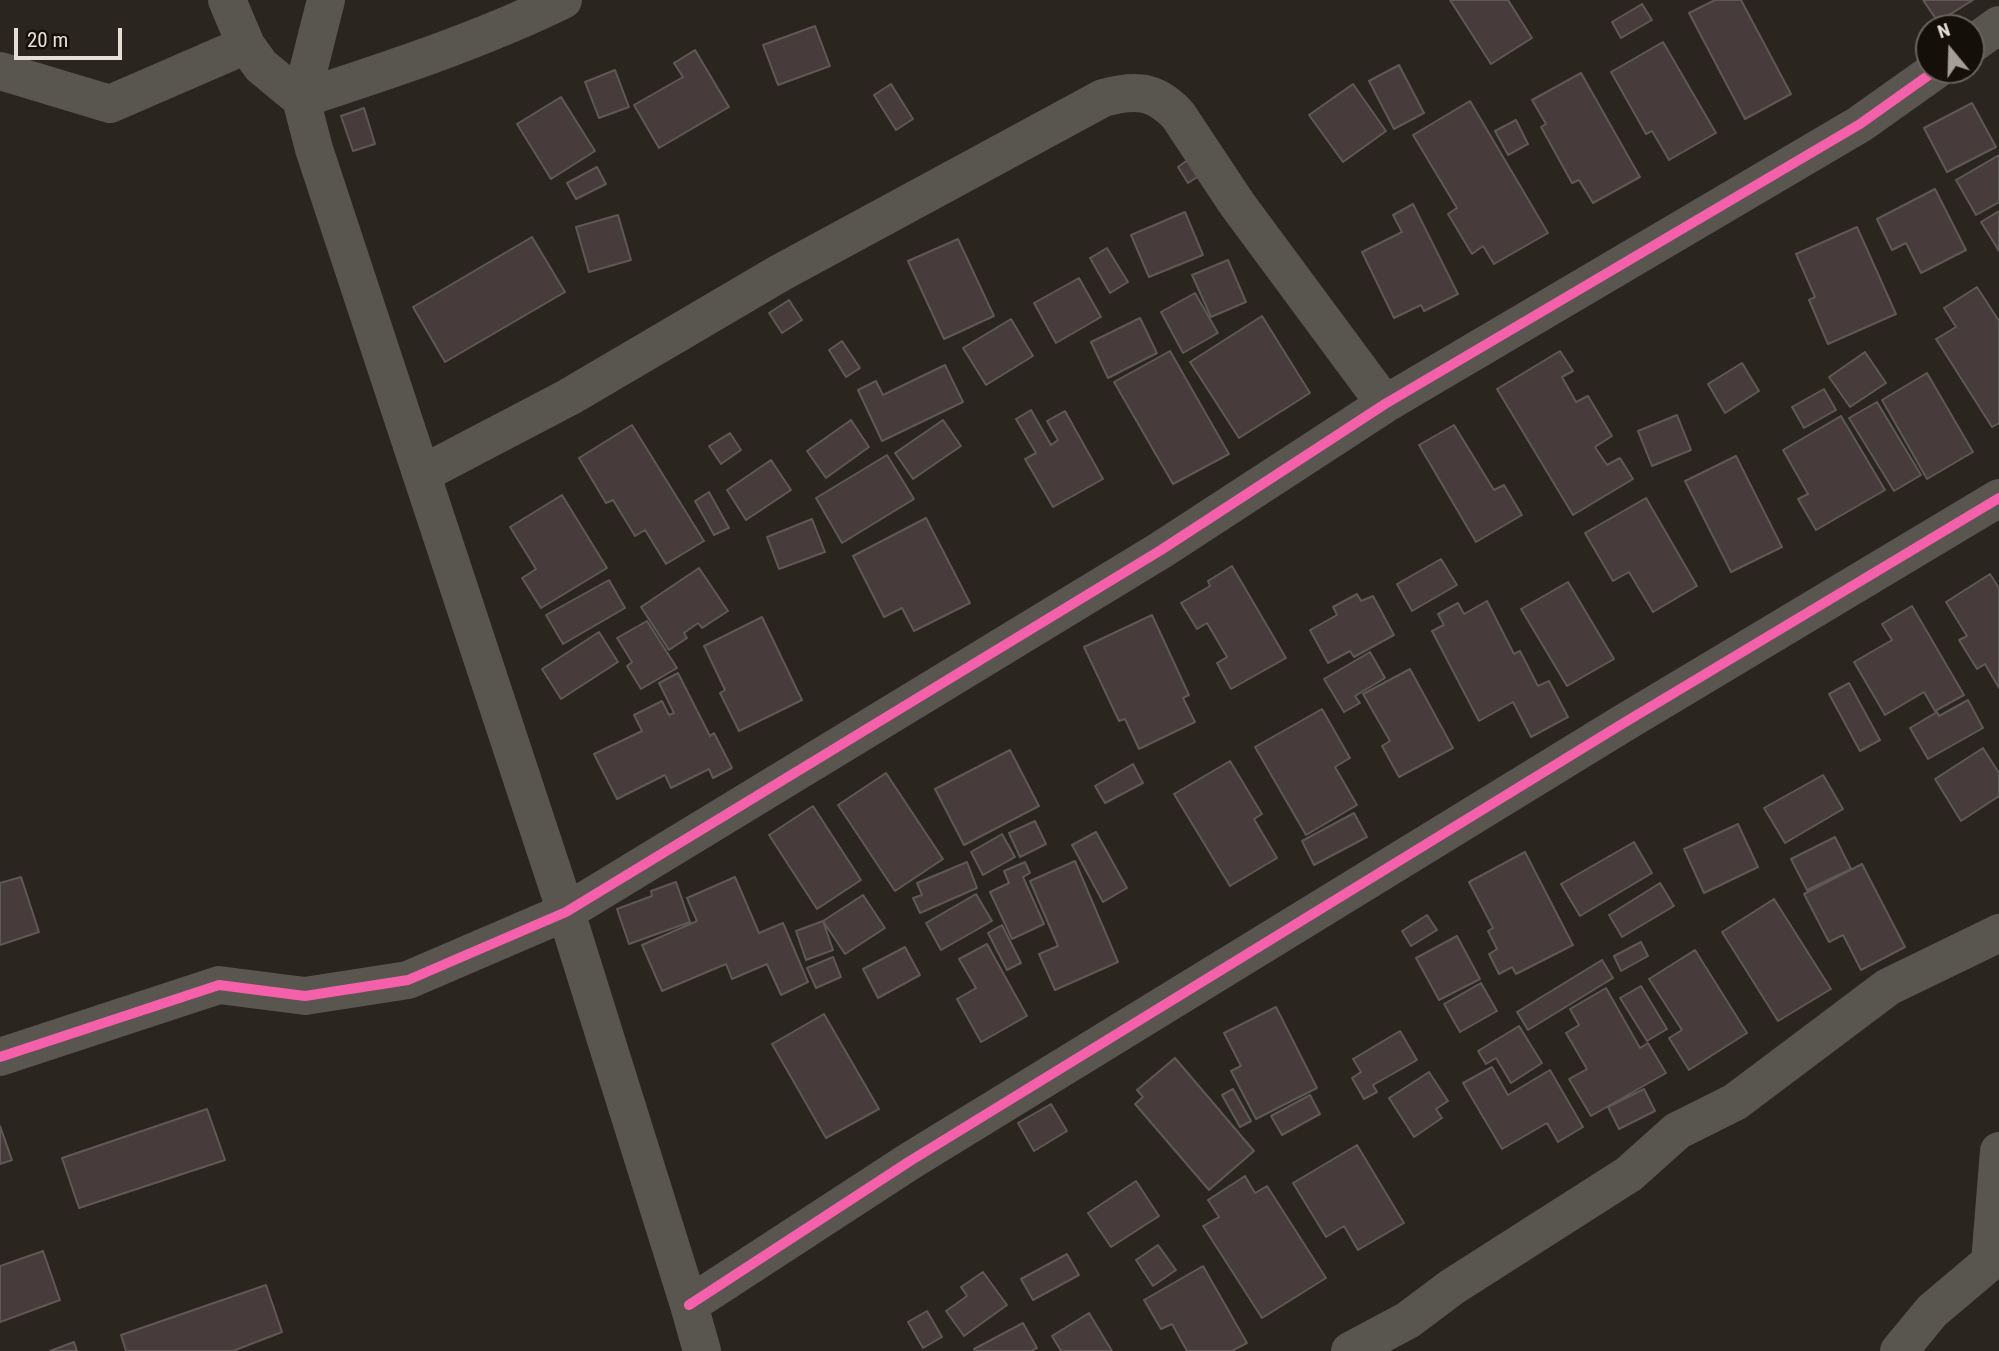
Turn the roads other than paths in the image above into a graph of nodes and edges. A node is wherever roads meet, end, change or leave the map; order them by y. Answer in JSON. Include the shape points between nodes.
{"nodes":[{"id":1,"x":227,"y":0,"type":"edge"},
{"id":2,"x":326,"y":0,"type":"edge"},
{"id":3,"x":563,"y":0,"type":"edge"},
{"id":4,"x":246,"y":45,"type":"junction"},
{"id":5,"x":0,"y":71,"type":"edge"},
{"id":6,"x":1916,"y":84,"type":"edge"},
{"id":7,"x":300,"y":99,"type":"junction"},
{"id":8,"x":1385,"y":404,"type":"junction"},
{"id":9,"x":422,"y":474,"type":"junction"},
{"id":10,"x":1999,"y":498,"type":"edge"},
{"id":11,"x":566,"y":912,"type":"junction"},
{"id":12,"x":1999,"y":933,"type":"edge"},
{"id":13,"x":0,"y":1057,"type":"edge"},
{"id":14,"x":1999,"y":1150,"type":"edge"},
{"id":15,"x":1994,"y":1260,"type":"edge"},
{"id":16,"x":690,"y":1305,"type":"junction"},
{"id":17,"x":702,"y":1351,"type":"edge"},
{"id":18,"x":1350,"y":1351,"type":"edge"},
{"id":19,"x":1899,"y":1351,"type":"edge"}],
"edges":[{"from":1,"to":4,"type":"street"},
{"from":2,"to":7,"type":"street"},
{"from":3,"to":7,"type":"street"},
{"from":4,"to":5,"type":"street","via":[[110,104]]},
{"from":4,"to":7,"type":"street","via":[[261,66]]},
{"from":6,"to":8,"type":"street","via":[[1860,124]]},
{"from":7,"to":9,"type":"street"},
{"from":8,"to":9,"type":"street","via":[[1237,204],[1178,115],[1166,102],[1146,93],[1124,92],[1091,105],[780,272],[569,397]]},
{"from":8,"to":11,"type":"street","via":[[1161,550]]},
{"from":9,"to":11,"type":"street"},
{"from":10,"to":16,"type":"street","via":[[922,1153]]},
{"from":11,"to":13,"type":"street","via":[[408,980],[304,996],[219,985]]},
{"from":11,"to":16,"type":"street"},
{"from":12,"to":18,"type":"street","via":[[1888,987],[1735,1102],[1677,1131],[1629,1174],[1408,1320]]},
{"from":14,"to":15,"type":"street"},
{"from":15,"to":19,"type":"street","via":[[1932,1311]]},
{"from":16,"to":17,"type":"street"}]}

Problem: Each line holding "edges" should be copied from the material above.

Answer for this exercise:
Turn the roads other than paths in the image above into a graph of nodes and edges. A node is wherever roads meet, end, change or leave the map; order them by y. Answer in JSON. Include the shape points between nodes.
"edges":[{"from":1,"to":4,"type":"street"},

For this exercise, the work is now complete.